* Exercise aim
Copy each line from the records below in which the word "SKYWOOD" is found.

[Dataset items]
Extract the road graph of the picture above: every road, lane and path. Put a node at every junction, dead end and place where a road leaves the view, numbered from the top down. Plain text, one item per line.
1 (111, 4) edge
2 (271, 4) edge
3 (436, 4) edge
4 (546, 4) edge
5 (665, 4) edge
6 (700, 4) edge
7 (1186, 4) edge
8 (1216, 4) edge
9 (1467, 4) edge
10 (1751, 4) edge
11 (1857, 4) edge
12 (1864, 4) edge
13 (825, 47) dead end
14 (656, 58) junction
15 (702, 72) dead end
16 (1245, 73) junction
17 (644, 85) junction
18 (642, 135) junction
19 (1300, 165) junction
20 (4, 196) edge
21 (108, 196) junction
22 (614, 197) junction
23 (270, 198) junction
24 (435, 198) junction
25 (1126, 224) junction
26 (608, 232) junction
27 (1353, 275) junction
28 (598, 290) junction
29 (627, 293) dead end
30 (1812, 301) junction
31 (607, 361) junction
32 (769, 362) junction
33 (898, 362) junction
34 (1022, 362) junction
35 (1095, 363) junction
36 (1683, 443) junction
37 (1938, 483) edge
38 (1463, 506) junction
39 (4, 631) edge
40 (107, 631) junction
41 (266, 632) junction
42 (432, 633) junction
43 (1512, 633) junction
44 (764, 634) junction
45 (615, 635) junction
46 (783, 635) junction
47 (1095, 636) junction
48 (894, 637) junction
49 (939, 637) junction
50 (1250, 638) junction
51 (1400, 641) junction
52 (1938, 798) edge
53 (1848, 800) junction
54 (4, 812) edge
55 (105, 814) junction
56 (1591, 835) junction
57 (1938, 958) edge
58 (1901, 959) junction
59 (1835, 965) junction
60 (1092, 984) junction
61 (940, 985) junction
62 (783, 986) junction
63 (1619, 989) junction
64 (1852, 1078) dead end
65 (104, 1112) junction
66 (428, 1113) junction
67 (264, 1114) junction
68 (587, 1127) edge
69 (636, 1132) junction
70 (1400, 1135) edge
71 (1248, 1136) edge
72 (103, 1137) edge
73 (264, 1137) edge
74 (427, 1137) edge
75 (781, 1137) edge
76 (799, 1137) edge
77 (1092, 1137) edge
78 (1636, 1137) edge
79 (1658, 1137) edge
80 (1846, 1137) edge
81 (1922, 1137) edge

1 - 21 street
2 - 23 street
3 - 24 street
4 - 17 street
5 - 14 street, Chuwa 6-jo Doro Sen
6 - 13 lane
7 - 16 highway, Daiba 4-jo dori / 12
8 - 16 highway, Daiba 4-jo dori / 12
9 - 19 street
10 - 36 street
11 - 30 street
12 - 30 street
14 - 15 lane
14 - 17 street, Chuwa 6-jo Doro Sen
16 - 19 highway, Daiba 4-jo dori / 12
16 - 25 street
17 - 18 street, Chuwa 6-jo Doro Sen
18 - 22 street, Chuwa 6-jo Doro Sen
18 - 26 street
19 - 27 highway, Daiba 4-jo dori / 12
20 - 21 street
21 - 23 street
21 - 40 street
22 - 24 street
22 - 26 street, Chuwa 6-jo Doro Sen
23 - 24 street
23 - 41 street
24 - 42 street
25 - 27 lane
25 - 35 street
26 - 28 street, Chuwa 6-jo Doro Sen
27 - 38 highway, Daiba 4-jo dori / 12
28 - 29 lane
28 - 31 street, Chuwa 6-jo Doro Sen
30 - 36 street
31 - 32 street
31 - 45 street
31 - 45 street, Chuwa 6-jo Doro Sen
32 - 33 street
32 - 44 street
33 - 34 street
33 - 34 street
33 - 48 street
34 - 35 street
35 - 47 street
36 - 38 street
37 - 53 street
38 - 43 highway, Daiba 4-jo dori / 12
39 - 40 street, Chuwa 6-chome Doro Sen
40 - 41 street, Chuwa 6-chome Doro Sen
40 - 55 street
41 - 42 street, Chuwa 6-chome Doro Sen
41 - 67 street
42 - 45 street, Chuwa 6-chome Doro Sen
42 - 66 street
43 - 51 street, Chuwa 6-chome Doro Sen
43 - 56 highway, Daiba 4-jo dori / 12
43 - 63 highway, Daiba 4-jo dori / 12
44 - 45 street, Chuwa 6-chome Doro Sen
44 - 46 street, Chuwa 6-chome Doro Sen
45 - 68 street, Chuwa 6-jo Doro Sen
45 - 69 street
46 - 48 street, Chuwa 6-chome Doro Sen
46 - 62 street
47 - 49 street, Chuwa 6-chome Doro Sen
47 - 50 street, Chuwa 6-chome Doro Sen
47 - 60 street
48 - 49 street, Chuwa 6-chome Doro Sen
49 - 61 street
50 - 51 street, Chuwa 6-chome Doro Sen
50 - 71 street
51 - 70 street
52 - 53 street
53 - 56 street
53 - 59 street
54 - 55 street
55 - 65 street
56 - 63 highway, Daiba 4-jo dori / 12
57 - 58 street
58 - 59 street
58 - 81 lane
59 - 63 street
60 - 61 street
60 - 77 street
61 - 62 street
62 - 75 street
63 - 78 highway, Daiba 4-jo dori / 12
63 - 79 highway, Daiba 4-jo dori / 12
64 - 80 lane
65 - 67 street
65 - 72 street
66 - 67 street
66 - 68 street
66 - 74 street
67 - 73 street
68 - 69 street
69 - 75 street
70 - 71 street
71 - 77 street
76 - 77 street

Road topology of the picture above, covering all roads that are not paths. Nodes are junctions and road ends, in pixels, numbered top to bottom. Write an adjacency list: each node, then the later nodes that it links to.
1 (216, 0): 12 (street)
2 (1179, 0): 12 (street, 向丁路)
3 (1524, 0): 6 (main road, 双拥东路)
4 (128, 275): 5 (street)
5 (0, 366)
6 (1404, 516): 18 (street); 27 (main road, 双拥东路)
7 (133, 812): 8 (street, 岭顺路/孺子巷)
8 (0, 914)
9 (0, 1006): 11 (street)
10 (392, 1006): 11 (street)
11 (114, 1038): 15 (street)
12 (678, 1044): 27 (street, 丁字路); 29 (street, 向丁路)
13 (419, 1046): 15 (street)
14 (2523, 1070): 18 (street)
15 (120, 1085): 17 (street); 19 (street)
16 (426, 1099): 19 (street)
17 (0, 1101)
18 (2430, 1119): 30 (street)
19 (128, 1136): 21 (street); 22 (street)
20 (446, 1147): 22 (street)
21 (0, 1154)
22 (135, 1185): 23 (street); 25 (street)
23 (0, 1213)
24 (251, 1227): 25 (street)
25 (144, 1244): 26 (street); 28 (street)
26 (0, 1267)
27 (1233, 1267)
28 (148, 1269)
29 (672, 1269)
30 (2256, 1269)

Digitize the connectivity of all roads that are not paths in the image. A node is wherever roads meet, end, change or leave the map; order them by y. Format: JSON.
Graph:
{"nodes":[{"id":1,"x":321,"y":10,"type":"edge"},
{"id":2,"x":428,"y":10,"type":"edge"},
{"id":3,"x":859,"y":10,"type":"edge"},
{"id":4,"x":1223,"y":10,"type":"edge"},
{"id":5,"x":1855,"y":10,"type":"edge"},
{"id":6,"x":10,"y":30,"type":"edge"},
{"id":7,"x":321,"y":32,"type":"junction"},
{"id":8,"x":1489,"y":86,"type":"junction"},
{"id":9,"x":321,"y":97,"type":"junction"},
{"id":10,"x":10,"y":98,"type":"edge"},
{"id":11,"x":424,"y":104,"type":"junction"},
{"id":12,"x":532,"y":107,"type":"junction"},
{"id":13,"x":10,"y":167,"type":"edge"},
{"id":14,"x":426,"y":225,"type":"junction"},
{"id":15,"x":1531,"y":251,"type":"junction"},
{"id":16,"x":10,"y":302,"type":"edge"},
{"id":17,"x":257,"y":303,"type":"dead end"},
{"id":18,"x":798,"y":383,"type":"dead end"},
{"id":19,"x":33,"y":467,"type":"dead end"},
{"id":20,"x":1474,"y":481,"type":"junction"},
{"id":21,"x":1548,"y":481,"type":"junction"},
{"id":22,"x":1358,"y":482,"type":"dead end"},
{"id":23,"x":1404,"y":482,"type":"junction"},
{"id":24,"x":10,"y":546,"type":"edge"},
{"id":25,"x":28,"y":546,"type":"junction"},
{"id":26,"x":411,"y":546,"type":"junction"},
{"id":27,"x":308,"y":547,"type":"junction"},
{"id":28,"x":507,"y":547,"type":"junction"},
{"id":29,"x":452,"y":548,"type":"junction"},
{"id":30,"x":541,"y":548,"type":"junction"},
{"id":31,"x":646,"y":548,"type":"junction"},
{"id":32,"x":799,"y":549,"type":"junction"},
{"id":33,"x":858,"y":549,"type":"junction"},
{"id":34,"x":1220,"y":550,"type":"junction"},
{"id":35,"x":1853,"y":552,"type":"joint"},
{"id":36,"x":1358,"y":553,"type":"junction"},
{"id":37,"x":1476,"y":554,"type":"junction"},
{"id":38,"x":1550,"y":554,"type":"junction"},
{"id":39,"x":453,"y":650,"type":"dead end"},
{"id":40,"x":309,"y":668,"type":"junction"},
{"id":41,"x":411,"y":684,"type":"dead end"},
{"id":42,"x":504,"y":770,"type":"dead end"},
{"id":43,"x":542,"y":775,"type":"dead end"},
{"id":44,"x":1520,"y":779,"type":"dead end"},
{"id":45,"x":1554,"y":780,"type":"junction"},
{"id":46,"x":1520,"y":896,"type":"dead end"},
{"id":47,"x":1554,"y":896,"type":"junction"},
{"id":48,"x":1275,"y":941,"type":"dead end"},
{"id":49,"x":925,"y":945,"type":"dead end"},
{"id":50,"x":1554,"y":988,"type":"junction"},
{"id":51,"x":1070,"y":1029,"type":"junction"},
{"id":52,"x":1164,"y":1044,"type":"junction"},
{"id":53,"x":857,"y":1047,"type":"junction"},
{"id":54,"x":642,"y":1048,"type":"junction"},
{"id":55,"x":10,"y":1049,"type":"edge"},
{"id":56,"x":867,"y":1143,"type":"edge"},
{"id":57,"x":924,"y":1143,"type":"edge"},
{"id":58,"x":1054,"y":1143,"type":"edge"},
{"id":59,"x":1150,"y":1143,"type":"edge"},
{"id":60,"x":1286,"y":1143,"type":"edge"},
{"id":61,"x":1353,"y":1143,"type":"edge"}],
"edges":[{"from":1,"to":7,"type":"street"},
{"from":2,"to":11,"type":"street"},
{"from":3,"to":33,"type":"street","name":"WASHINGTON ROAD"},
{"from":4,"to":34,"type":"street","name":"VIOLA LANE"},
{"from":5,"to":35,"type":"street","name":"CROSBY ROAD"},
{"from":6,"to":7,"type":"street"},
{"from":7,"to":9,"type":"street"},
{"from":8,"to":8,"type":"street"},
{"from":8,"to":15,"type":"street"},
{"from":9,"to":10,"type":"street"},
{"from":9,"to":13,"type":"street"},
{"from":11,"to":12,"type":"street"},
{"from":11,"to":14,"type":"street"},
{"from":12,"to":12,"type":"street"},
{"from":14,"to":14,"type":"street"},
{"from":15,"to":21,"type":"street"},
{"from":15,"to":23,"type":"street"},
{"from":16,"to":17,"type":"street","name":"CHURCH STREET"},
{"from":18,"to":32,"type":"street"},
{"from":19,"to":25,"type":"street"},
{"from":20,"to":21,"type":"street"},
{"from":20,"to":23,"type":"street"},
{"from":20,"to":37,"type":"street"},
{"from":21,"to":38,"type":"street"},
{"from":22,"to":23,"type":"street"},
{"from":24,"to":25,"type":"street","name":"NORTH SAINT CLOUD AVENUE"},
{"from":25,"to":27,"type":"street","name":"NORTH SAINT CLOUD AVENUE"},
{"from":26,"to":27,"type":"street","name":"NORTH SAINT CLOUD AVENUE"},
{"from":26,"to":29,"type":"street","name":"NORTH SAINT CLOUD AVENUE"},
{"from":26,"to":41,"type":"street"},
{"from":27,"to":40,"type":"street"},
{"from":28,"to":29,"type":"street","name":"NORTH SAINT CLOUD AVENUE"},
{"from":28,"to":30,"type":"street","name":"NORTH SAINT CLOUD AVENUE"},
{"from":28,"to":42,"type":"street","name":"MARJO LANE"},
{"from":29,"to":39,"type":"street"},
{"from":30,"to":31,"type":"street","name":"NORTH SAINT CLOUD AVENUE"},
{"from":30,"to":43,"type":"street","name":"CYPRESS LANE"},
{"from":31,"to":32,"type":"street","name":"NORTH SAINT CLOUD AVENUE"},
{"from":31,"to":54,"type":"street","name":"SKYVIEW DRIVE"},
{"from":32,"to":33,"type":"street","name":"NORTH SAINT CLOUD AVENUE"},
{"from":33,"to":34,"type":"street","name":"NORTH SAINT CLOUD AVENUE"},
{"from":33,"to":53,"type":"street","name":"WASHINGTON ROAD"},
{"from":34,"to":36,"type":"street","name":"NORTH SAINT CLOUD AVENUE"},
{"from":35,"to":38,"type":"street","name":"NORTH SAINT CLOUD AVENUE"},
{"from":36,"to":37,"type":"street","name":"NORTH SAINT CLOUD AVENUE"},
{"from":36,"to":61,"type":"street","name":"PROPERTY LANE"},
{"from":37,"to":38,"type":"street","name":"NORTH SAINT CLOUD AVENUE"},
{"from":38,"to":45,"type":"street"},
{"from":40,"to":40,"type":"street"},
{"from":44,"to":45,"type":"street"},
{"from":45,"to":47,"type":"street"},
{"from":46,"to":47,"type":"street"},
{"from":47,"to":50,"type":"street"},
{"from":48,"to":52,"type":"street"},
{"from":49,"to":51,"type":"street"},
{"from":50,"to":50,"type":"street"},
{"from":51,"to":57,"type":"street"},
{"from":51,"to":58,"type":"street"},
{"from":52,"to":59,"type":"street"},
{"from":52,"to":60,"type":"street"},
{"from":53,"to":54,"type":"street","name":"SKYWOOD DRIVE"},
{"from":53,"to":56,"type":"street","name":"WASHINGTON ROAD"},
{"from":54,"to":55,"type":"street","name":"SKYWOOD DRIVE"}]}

* Exercise response
{"from":53,"to":54,"type":"street","name":"SKYWOOD DRIVE"},
{"from":54,"to":55,"type":"street","name":"SKYWOOD DRIVE"}]}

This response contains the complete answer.